Blog
The latest from Google Research
The What-If Tool: Code-Free Probing of Machine Learning Models
Tuesday, September 11, 2018
Posted by James Wexler, Software Engineer, Google AI
Building effective machine learning (ML) systems means asking a lot of questions. It's not enough to train a model and walk away. Instead, good practitioners act as detectives, probing to understand their model better:
How would changes to a datapoint affect my model’s prediction? Does it perform differently for various groups–for example, historically marginalized people? How diverse is the dataset I am testing my model on?
Answering these kinds of questions isn’t easy. Probing “what if” scenarios often means writing custom, one-off code to analyze a specific model. Not only is this process inefficient, it makes it hard for non-programmers to participate in the process of shaping and improving ML models. One focus of the
Google AI PAIR initiative
is making it easier for a broad set of people to examine, evaluate, and debug ML systems.
Today, we are launching the
What-If Tool
, a new feature of the open-source
TensorBoard
web application, which let users analyze an ML model without writing code. Given pointers to a TensorFlow model and a dataset, the What-If Tool offers an interactive visual interface for exploring model results.
The What-If Tool, showing a set of 250 face pictures and their results from a model that detects smiles.
The What-If Tool has a large set of features, including visualizing your dataset automatically using
Facets
, the ability to manually edit examples from your dataset and see the effect of those changes, and automatic generation of partial dependence plots which show how the model’s predictions change as any single feature is changed. Let’s explore two features in more detail.
Exploring what-if scenarios on a datapoint.
Counterfactuals
With a click of a button you can compare a datapoint to the most similar point where your model predicts a different result. We call such points "counterfactuals," and they can shed light on the decision boundaries of your model. Or, you can edit a datapoint by hand and explore how the model’s prediction changes. In the screenshot below, the tool is being used on a binary classification model that predicts whether a person earns more than $50k based on public census data from the
UCI census dataset
. This is a benchmark prediction task used by ML researchers, especially when analyzing algorithmic fairness — a topic we'll get to soon. In this case, for the selected datapoint, the model predicted with 73% confidence that the person earns more than $50k. The tool has automatically located the most-similar person in the dataset for which the model predicted earnings of less than $50k and compares the two side-by-side.
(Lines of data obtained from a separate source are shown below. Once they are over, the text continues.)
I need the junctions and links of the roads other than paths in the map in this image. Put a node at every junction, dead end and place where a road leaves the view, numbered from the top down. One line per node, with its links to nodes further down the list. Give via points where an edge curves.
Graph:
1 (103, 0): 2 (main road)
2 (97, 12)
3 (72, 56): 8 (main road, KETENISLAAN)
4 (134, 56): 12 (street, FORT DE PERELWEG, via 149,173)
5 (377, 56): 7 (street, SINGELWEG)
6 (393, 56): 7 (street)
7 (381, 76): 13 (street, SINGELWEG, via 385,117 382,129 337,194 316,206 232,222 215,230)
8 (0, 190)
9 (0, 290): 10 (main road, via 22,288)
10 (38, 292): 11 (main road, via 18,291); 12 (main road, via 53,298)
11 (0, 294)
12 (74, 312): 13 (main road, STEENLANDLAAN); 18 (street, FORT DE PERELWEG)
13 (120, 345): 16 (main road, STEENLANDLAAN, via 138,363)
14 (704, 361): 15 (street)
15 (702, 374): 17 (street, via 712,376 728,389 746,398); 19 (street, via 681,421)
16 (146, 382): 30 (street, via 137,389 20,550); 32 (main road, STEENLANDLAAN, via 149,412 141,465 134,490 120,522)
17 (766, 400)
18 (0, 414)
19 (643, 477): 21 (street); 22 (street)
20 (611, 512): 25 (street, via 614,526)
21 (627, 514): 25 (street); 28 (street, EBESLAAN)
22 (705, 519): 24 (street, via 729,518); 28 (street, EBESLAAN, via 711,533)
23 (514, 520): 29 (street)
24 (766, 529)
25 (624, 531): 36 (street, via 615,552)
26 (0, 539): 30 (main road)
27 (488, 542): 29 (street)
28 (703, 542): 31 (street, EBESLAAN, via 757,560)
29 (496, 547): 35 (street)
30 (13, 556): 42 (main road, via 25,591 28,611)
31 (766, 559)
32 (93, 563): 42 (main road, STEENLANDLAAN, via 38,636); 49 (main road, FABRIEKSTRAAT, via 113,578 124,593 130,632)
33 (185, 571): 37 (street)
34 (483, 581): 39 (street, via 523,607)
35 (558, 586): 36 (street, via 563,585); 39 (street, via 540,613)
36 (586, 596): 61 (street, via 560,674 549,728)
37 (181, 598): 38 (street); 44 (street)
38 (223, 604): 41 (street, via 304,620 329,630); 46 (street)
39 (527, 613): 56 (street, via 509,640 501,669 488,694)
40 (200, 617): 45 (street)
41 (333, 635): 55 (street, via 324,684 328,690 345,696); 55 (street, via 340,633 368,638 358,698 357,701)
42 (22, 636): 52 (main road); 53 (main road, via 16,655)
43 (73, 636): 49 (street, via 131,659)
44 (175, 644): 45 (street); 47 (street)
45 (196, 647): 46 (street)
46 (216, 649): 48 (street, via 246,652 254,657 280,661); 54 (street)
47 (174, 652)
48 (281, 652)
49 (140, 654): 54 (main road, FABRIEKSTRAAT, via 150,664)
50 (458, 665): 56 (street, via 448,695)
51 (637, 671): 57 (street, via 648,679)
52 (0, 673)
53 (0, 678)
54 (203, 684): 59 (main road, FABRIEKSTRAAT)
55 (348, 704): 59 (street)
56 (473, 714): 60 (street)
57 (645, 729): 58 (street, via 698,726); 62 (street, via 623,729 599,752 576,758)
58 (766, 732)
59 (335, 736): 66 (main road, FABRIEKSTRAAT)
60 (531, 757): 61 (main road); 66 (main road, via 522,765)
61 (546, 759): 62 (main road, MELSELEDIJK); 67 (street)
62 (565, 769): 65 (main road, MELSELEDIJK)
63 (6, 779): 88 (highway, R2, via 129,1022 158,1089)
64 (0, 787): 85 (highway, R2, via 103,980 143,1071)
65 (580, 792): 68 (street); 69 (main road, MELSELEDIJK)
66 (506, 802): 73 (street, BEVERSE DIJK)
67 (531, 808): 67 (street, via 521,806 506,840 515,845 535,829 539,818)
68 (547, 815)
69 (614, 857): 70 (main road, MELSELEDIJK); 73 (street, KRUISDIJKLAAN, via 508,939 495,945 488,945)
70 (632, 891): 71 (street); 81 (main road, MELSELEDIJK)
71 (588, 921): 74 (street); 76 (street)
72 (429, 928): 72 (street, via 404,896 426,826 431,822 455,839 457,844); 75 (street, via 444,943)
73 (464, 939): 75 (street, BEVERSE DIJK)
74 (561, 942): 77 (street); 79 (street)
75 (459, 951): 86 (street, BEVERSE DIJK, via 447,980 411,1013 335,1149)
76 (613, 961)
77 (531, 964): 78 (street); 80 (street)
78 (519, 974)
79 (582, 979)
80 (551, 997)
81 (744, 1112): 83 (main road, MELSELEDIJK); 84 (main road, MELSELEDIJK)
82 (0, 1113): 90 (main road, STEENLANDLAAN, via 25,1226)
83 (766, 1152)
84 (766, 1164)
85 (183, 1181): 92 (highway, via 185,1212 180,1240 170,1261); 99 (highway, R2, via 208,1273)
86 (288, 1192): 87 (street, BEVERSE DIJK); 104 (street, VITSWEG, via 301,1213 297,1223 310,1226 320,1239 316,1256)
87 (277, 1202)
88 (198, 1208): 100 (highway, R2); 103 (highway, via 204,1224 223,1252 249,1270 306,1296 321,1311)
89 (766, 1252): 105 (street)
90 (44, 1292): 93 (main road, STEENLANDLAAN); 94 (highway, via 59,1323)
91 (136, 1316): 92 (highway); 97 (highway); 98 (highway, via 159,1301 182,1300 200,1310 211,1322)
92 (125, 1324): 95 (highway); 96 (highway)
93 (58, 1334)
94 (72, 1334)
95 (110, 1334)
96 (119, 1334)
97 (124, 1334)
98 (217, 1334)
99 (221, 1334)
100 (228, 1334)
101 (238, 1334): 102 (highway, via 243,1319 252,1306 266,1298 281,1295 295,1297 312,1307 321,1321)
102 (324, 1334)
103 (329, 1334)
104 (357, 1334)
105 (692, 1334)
In this case, with just a minor difference in age and an occupation change, the model’s prediction has flipped.
Comparing counterfactuals.
Analysis of Performance and Algorithmic Fairness
You can also explore the effects of different classification thresholds, taking into account constraints such as different
numerical fairness criteria
. The below screenshot shows the results of a smile detector model, trained on the open-source
CelebA dataset
which consists of annotated face images of celebrities. Below, the faces in the dataset are divided by whether they have brown hair, and for each of the two groups there is an
ROC curve
and
confusion matrix
of the predictions, along with sliders for setting how confident the model must be before determining that a face is smiling. In this case, the confidence thresholds for the two groups were set automatically by the tool to optimize for
equal opportunity
.
Comparing the performance of two slices of data on a smile detection model, with their classification thresholds set to satisfy the “equal opportunity” constraint.
Demos
To illustrate the capabilities of the What-If Tool, we’ve released a set of demos using pre-trained models:
Detecting misclassifications:
A
multiclass classification model
, which predicts plant type from four measurements of a flower from the plant. The tool is helpful in showing the decision boundary of the model and what causes misclassifications. This model is trained with the
UCI iris dataset
.
Assessing fairness in binary classification models:
The
image classification model
for smile detection mentioned above. The tool is helpful in assessing algorithmic fairness across different subgroups. The model was purposefully trained without providing any examples from a specific subset of the population, in order to show how the tool can help uncover such biases in models. Assessing fairness requires careful consideration of the overall context — but this is a useful quantitative starting point.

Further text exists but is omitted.